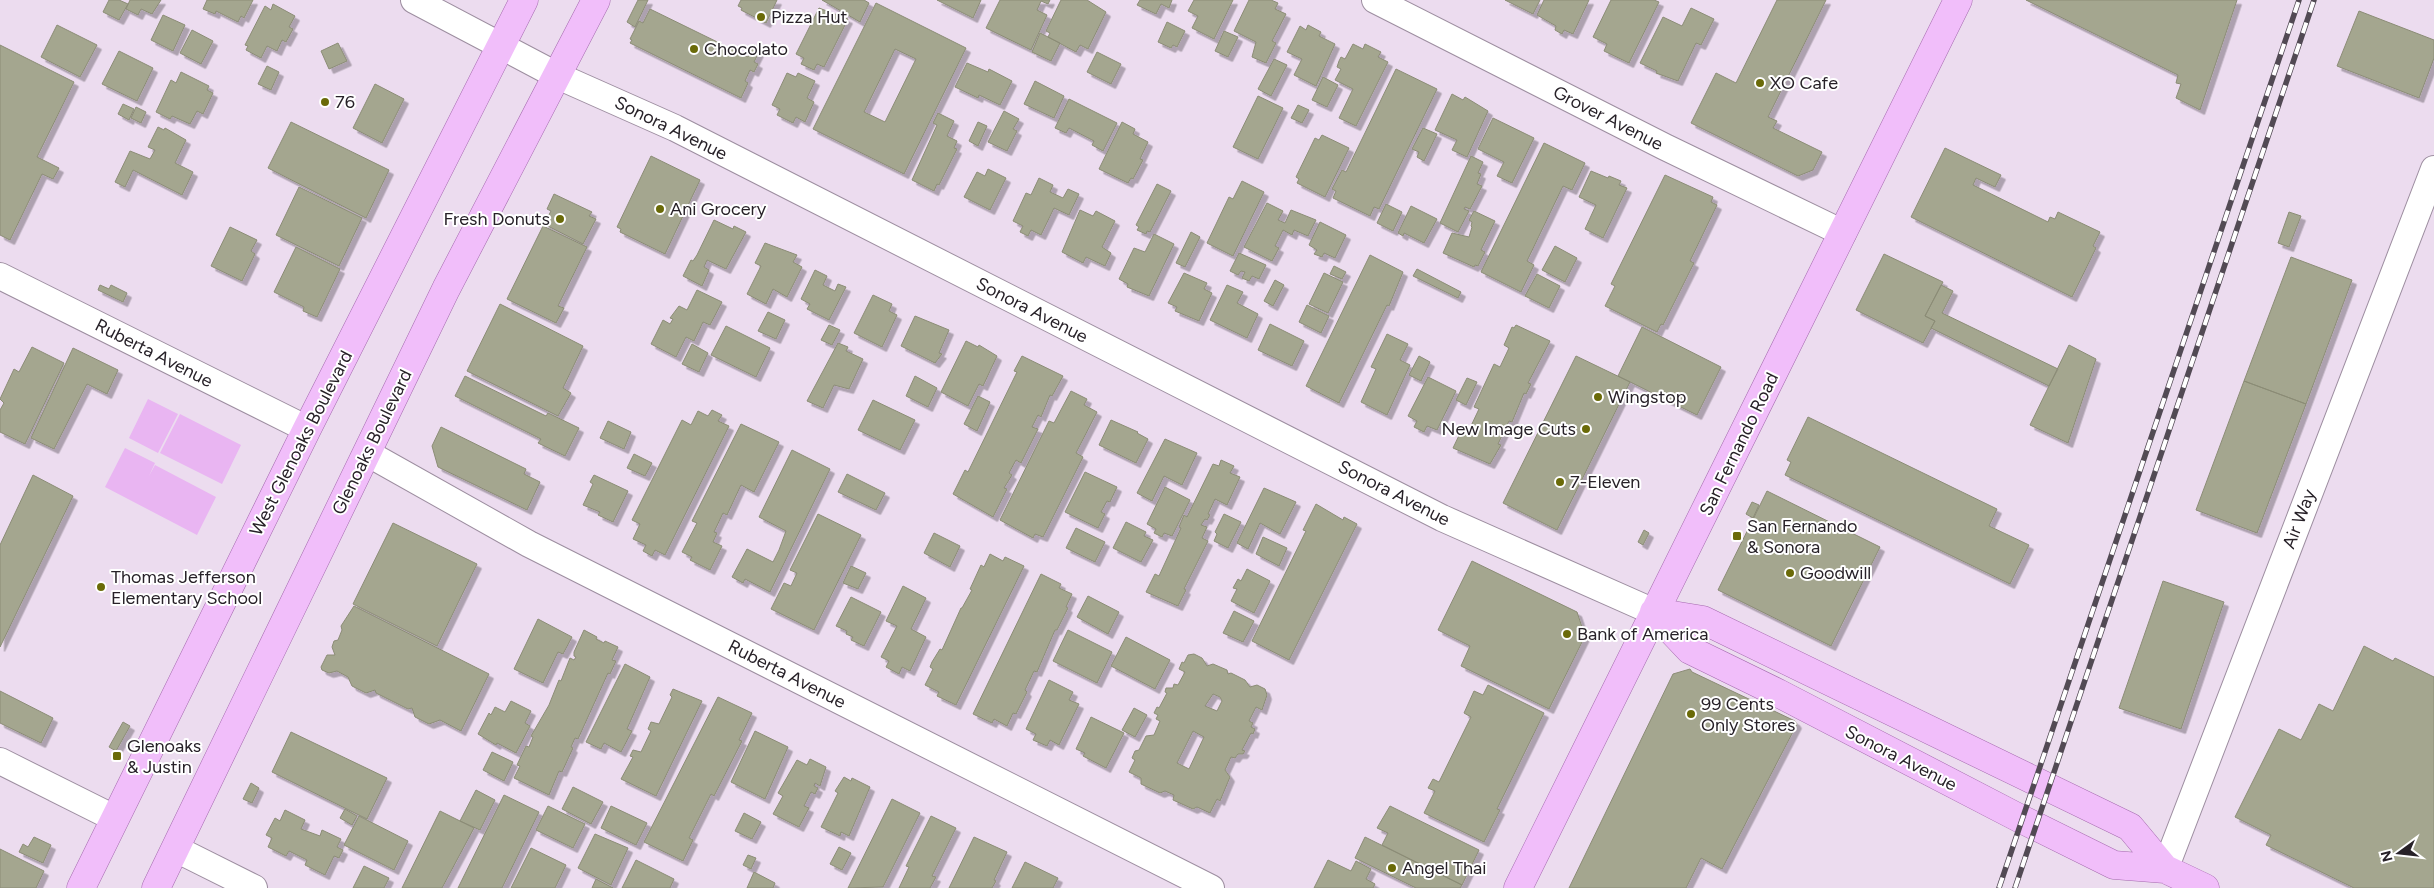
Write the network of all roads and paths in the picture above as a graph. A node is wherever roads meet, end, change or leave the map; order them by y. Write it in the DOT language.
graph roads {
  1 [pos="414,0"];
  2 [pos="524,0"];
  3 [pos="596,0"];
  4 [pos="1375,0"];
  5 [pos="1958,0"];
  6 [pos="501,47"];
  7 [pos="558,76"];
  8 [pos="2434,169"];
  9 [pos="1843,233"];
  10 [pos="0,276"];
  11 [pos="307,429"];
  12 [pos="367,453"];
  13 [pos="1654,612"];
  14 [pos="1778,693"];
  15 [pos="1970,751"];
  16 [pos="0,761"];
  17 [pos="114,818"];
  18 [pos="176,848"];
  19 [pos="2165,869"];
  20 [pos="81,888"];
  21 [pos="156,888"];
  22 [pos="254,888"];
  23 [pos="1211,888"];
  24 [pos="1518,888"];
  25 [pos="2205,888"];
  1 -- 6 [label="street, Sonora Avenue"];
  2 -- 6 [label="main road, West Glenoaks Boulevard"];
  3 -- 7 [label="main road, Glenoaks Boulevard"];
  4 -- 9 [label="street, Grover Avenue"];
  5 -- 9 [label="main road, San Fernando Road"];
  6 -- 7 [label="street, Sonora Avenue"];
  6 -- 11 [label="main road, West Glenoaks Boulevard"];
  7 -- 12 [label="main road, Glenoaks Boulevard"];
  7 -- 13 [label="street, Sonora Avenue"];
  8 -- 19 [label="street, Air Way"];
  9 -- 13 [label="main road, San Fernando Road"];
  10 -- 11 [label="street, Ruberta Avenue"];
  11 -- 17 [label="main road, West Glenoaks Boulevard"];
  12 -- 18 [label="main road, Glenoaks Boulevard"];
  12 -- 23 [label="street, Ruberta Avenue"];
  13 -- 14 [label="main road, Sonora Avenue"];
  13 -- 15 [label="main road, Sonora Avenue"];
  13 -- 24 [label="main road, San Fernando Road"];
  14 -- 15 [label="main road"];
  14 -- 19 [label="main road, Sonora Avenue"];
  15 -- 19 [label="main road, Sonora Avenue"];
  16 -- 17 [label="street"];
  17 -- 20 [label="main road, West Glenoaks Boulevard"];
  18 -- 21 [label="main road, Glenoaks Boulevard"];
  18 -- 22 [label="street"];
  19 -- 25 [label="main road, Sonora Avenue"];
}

------------

Exercise goal:
Copy every line of the data that holds the string "Ruberta".

Output for this task:
  10 -- 11 [label="street, Ruberta Avenue"];
  12 -- 23 [label="street, Ruberta Avenue"];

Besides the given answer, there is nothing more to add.